Extracted data entries:
= = = = = = =

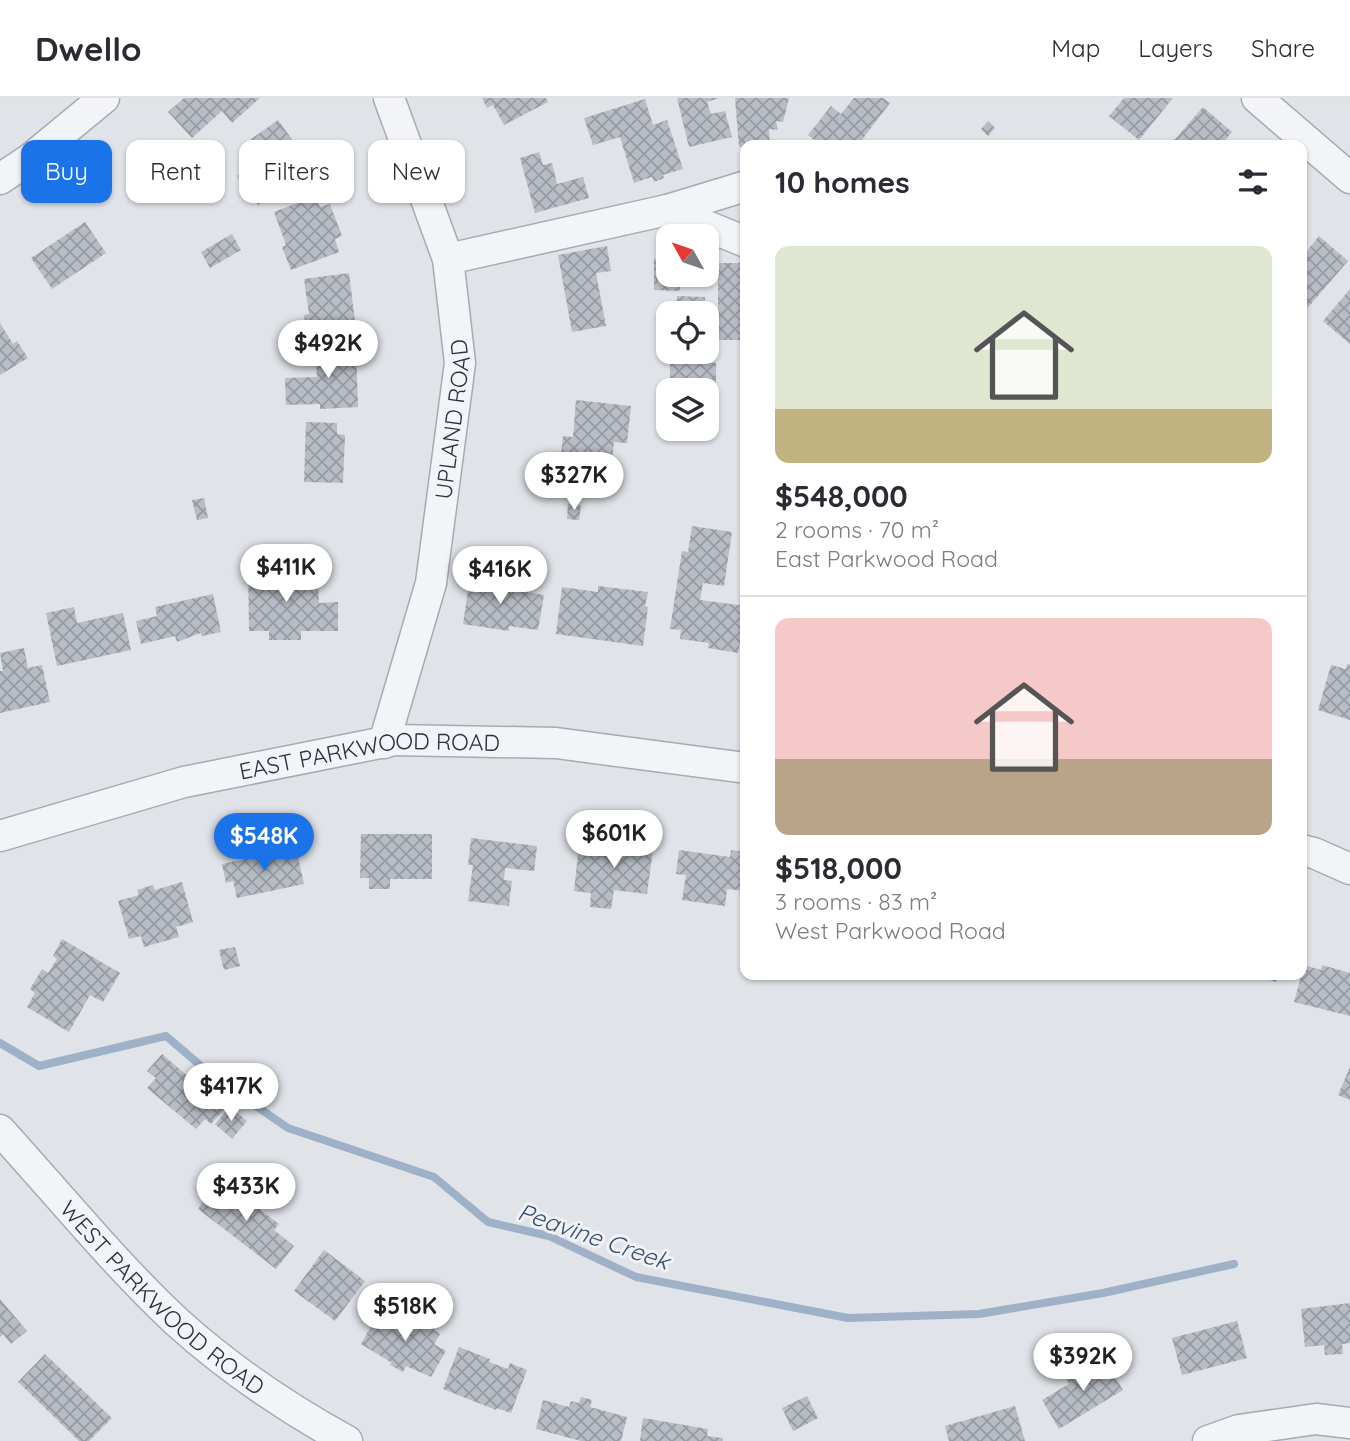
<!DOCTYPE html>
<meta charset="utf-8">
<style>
body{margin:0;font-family:Quicksand,sans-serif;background:#f2f2f3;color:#2b2b33;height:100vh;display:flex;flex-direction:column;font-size:26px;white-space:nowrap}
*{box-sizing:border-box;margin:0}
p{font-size:23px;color:#7c7c81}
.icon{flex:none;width:38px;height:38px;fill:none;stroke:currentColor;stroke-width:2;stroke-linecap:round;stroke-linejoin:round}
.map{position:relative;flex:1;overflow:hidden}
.sheet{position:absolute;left:740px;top:42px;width:567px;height:840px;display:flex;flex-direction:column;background:#fff;border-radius:14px;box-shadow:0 2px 5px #0004}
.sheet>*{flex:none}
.top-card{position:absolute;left:21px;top:42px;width:614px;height:63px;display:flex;gap:14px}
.needle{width:46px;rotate:310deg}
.tools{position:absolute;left:656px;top:126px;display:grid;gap:14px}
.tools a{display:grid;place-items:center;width:63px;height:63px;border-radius:14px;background:#fff;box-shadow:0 2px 5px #0004;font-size:35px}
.price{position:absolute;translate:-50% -60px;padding:0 16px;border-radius:24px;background:#fff;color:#222;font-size:23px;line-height:46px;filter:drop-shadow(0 2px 4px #0008)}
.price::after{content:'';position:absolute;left:50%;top:42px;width:21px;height:16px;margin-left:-10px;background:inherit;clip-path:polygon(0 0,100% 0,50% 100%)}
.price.selected{background:#1a73e8;color:#fff}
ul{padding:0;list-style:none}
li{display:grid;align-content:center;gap:14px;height:371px;padding:0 35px}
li+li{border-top:2px solid #e1e1e2}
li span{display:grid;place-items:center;height:217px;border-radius:14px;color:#555}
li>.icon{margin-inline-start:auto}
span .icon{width:126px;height:126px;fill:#fffc;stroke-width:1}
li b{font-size:30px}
h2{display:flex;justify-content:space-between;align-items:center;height:84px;padding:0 35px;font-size:30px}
.pill{padding:0 24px;border-radius:14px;background:#fff;box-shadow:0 2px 5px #0004;font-size:24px;line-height:63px}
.pill.selected{background:#1a73e8;color:#fff}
header{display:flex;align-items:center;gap:42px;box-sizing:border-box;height:98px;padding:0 35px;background:#fff;border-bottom:2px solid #e1e1e2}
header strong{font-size:33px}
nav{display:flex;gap:38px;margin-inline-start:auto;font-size:24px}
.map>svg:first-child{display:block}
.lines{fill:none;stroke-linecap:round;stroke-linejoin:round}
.stream{stroke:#9eb1c6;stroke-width:8}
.building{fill:url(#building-cross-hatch)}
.street-casing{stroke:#a6aab2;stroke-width:33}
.street{stroke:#f3f4f7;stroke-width:30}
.labels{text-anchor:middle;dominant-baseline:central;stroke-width:6;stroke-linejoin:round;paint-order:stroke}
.street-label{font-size:23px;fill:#2a313f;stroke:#f0f2f6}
.water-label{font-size:24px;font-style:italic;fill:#375070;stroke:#f0f2f6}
</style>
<header>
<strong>Dwello</strong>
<nav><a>Map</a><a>Layers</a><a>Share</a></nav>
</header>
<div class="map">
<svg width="1350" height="1343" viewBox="0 0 1350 1343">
<defs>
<pattern id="building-cross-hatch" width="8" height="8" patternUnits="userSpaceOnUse" patternTransform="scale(1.75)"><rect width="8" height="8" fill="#b8bdc5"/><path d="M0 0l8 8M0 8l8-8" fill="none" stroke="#969aa1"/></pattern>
</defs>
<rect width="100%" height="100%" fill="#e0e3e8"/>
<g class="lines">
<path class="stream" d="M0 945 39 968 166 938 214 979 288 1030 434 1079 488 1124 549 1138 636 1179 848 1220 979 1216 1103 1195 1234 1166"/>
</g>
<g class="building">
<path d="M184 0H260L232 25 222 13 192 40 168 14Z"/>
<path d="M482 0H546L548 4 504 27 493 7 487 10Z"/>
<path d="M677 0H719L707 4 711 16 725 13 732 39 689 49Z"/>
<path d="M735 0H789L783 24 776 23 778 32 769 31 770 46 739 49Z"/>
<path d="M854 0H883L890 5 858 47H821L808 37 831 8 841 16Z"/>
<path d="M1124 0H1173L1139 42 1109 18Z"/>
<path d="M645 1 653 27 667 22 683 71 663 77 664 80 654 84 652 79 634 85 620 39 593 47 584 20Z"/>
<path d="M1203 9 1232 34 1221 47H1170Z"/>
<path d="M278 22 311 68 258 107 237 78 264 59 251 41Z"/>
<path d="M988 23 995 30 988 38 981 31Z"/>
<path d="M539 54 543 67 552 65 557 86 583 79 589 100 535 115 520 60Z"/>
<path d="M316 98 320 109 330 106 342 138 335 141 339 154 291 172 282 149 286 147 274 114Z"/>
<path d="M85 124 106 155 52 191 31 160Z"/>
<path d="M232 136 241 152 210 170 201 154Z"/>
<path d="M1319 138 1348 163 1305 213 1302 210V159Z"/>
<path d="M607 148 611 173 596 175 606 228 572 234 558 157Z"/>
<path d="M654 161H668V177H680V193L654 192Z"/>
<rect x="718" y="165" width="28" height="77"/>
<path d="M349 175 356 231 307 237 304 217 309 216 304 181Z"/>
<path d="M1350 191V246L1323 223Z"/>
<path d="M677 198 705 199V215H677Z"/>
<path d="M0 225 13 246 17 243 28 260 0 277Z"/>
<path d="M707 231H713V260H672V254H707Z"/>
<path d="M356 246 358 309 320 311V306L286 307 285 280 317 279 316 248Z"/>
<rect x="670" y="265" width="46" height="23"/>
<path d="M576 302 631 308 627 345 614 344 612 362 561 357 563 338 573 339Z"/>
<path d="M306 324 337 325V336L345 337 343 385 304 384Z"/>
<path d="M204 400 208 420 197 422 192 402Z"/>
<path d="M568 406 581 407 579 422 567 421Z"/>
<path d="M692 428 732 434 724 488 703 485 700 502 746 508V539L741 538 738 555 708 550 709 545 680 541 681 532 670 531 682 453 688 454Z"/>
<path d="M248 461H282V484H318L319 505 338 504V533H301V542H269V533H249Z"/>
<path d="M471 473 492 476 490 488 544 497 538 532 509 528V533L463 526Z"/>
<path d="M598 488 648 494 645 508 648 509 643 548 556 536 562 489 598 494Z"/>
<path d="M213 496 221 534 202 538 201 535 177 544 175 538 141 546 136 523 157 518 155 509Z"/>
<path d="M74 509 77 525 123 515 131 552 57 568 46 515Z"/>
<path d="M24 550 28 570 42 567 50 604 0 615V573H3L0 555Z"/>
<path d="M1347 566 1350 567V622L1318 612 1331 567 1346 571Z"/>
<path d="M361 736H432V781H390V791H369V780H360Z"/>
<path d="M613 739 654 744 647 796 614 792 611 811 590 809 591 795 574 793 579 747 612 750Z"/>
<path d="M471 740 537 748 534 773 505 770 504 782 512 783 509 808 468 803 473 767H468Z"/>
<path d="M296 750 304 786 237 800 233 783 226 785 222 766Z"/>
<path d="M679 752 730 759 731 752 746 754V793L727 791 725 808 682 802 686 777 676 776Z"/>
<path d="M182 784 193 824 176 829 179 839 144 849 141 838 129 841 118 803 139 797 137 792 153 787 155 792Z"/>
<path d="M62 841 120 875 103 904 90 897 69 934 27 909 35 895 30 891 42 871 48 875 57 861 53 858Z"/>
<path d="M235 849 240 868 224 872 219 852Z"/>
<path d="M1304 867 1321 872 1322 867 1350 875V918L1294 904Z"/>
<path d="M1251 877H1278L1276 884Z"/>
<path d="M162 956 225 1010 211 1026 205 1021 196 1031 147 990 156 980 147 973Z"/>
<path d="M1350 969V1002L1338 997Z"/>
<path d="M230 1009 247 1023 232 1041 215 1026Z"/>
<path d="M220 1081 279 1126 274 1132 294 1148 276 1171 198 1111Z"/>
<path d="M324 1152 365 1183 335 1223 294 1193Z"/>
<path d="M0 1201 27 1233 11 1246 3 1236 0 1239Z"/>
<path d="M1350 1205V1245L1342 1246 1343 1256 1325 1257 1324 1247 1305 1249 1301 1211Z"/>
<path d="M382 1209 403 1220 400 1225 406 1228 412 1219 424 1226 426 1223 436 1229 434 1232 440 1236 434 1246 446 1253 431 1279 406 1268 403 1274 390 1267 392 1265 361 1246Z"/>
<path d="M1237 1223 1247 1260 1182 1277 1172 1240Z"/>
<path d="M459 1249 490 1261 489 1264 508 1271 510 1265 527 1272 511 1315 497 1310 496 1312 443 1291Z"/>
<path d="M45 1256 112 1320 89 1343H79L18 1284Z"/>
<path d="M1102 1258 1123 1292 1059 1331 1042 1302 1069 1286 1066 1281Z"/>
<path d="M807 1298 818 1320 793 1333 782 1310Z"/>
<path d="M581 1299 592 1302 590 1309 627 1319 621 1343H581L536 1331 543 1302 569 1309 571 1303 579 1305Z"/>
<path d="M1015 1308 1025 1343H949L945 1328Z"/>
<path d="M643 1320 708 1331 707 1338 723 1340V1343H640Z"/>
</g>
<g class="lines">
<defs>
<g id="street">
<path d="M1257 0 1350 80"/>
<path d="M0 81 30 61 104 0"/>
<path d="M667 112 746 144"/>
<path d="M448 161 667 112 746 88"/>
<path id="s1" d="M384 645 431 485 460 265 448 161 389 0"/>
<path id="s2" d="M0 738 184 684 395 642 556 645 746 670"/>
<path d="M1302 752 1314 755 1350 771"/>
<path id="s3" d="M0 1032C58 1096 114 1165 177 1224 228 1270 287 1310 347 1343"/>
<path d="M1208 1343 1239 1332 1316 1321 1350 1325"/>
</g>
</defs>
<use href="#street" class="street-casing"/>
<use href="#street" class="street"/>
</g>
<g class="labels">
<g class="street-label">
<text stroke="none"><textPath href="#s1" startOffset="332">UPLAND ROAD</textPath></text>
<text stroke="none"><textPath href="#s2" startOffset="380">EAST PARKWOOD ROAD</textPath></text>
<text stroke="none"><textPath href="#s3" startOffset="234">WEST PARKWOOD ROAD</textPath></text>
</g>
<g class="water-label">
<text transform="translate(594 1138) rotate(19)">Peavine Creek</text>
</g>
</g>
</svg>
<div class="tools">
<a><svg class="needle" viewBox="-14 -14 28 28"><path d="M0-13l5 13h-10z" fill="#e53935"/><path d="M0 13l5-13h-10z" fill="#7c7c81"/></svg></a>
<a><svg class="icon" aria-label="locate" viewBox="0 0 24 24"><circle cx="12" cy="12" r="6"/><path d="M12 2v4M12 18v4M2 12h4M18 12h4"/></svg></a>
<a><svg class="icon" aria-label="layers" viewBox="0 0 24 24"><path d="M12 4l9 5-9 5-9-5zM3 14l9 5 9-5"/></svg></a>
</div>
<b class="price" style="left:328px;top:282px">$492K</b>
<b class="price" style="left:574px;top:414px">$327K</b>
<b class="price" style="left:286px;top:506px">$411K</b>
<b class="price" style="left:500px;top:508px">$416K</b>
<b class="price" style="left:614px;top:772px">$601K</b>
<b class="price selected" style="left:264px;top:775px">$548K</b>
<b class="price" style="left:231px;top:1025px">$417K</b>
<b class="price" style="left:246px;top:1125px">$433K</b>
<b class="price" style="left:405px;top:1245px">$518K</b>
<b class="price" style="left:1083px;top:1295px">$392K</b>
<div class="top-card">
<a class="pill selected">Buy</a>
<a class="pill">Rent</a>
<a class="pill">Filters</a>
<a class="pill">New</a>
</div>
<section class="sheet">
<h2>10 homes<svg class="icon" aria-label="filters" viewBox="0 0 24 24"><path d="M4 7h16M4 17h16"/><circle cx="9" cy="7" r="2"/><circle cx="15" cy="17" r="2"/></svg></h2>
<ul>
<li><span style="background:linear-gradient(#dfe7d0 75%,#c2b280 0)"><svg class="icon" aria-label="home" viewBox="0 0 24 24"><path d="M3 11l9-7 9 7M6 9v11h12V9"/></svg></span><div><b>$548,000</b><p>2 rooms · 70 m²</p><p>East Parkwood Road</p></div></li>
<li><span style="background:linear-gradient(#f6c9c9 65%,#b9a48a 0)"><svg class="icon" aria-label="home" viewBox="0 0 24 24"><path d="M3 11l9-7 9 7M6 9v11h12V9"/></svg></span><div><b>$518,000</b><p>3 rooms · 83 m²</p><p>West Parkwood Road</p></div></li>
</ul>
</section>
</div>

= = = = = = =

== Work required ==
State how many lines in the records above contain the word "labels". Write the number alone.

== Worked solution ==
2